* **TASK INSTRUCTIONS**:
From the listing below, copy each line where "junction" occurs.

* **DATASET EXTRACT**:
◆ ◆ ◆ ◆ ◆ ◆ ◆

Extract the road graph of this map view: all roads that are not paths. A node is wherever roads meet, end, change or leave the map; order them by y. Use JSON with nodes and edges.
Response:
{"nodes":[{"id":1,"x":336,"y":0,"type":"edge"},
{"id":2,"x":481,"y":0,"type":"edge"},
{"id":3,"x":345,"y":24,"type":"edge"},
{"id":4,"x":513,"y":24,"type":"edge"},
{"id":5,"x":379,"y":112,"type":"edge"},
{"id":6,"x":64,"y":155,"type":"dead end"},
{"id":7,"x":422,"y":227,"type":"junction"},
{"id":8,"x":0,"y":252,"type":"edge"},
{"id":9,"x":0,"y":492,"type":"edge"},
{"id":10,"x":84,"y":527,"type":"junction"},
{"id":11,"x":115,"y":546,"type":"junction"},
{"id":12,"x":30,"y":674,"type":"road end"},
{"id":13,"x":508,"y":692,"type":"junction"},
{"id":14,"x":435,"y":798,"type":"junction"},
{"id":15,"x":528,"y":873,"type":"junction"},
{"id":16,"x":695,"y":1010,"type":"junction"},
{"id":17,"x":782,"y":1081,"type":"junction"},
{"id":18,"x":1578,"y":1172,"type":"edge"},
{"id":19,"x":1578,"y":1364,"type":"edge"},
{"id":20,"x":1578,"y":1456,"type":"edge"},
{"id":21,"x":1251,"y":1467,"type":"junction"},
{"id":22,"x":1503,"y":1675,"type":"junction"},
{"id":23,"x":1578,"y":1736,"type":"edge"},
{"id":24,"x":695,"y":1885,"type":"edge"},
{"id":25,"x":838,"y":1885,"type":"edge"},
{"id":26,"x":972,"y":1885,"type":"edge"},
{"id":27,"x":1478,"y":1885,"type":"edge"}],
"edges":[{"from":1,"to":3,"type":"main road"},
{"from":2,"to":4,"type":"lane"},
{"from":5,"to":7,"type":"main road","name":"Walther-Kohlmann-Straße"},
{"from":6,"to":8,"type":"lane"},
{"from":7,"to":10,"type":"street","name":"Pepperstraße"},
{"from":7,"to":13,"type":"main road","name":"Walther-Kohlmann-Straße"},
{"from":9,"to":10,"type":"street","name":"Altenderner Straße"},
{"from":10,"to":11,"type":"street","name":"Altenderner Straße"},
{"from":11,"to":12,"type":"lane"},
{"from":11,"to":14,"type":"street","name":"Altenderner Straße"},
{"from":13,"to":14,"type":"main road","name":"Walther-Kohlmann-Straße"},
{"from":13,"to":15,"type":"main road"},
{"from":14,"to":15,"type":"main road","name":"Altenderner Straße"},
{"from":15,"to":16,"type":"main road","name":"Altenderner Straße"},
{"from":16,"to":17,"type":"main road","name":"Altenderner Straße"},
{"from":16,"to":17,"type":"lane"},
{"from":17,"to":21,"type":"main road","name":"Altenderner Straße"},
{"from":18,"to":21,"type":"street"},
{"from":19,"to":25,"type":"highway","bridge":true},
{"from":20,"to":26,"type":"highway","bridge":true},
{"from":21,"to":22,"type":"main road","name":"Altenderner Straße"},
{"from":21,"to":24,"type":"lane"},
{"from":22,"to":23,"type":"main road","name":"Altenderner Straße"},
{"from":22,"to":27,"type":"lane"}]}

◆ ◆ ◆ ◆ ◆ ◆ ◆

* **ANSWER TO THIS TASK**:
{"id":7,"x":422,"y":227,"type":"junction"},
{"id":10,"x":84,"y":527,"type":"junction"},
{"id":11,"x":115,"y":546,"type":"junction"},
{"id":13,"x":508,"y":692,"type":"junction"},
{"id":14,"x":435,"y":798,"type":"junction"},
{"id":15,"x":528,"y":873,"type":"junction"},
{"id":16,"x":695,"y":1010,"type":"junction"},
{"id":17,"x":782,"y":1081,"type":"junction"},
{"id":21,"x":1251,"y":1467,"type":"junction"},
{"id":22,"x":1503,"y":1675,"type":"junction"},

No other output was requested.